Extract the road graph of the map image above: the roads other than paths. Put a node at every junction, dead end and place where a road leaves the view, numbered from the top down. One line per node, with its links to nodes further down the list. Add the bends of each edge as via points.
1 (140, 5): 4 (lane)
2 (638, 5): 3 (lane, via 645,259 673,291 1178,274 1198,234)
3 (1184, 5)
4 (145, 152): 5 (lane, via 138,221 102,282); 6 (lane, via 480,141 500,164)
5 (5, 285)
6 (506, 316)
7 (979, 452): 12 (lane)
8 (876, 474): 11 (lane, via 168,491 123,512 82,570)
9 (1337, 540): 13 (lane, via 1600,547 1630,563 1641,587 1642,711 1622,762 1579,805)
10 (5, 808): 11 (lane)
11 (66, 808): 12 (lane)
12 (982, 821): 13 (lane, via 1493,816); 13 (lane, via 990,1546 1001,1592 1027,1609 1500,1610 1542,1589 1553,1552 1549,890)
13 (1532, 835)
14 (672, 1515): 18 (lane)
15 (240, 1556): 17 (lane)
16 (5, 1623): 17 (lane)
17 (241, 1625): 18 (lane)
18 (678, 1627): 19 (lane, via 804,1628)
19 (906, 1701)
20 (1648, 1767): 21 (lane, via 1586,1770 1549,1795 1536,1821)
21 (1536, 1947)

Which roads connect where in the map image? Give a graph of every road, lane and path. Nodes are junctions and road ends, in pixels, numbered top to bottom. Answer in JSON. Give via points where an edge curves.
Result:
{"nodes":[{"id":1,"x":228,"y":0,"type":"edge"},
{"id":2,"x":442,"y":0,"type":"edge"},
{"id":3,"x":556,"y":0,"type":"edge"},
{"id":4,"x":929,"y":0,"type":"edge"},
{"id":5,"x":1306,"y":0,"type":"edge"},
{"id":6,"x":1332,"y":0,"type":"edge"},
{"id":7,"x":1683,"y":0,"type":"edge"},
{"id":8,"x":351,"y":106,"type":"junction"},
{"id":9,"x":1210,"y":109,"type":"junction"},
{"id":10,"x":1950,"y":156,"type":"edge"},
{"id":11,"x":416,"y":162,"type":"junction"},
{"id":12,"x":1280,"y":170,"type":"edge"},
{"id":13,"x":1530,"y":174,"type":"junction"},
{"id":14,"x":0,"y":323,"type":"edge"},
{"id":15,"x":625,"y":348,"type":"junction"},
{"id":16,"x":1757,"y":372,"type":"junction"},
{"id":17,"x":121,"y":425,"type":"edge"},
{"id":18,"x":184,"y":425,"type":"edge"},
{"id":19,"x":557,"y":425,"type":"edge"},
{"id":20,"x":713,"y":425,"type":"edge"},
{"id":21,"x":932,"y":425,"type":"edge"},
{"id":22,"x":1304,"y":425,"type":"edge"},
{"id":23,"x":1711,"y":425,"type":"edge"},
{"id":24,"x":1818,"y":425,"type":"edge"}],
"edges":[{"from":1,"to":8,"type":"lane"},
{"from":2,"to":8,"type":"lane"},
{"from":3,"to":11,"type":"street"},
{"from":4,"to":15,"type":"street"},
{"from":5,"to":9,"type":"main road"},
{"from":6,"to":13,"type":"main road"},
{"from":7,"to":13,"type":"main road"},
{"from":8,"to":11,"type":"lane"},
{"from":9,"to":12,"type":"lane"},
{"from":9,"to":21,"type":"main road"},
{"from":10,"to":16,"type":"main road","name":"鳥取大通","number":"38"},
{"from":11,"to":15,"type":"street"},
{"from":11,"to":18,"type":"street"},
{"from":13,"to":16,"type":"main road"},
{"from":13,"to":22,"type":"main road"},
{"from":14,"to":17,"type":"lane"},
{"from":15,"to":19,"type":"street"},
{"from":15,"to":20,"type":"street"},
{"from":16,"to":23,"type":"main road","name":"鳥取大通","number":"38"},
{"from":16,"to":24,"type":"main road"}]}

::::::::

* TASK *
Look through the material and copy each line that has "name".

* RESPONSE *
{"from":10,"to":16,"type":"main road","name":"鳥取大通","number":"38"},
{"from":16,"to":23,"type":"main road","name":"鳥取大通","number":"38"},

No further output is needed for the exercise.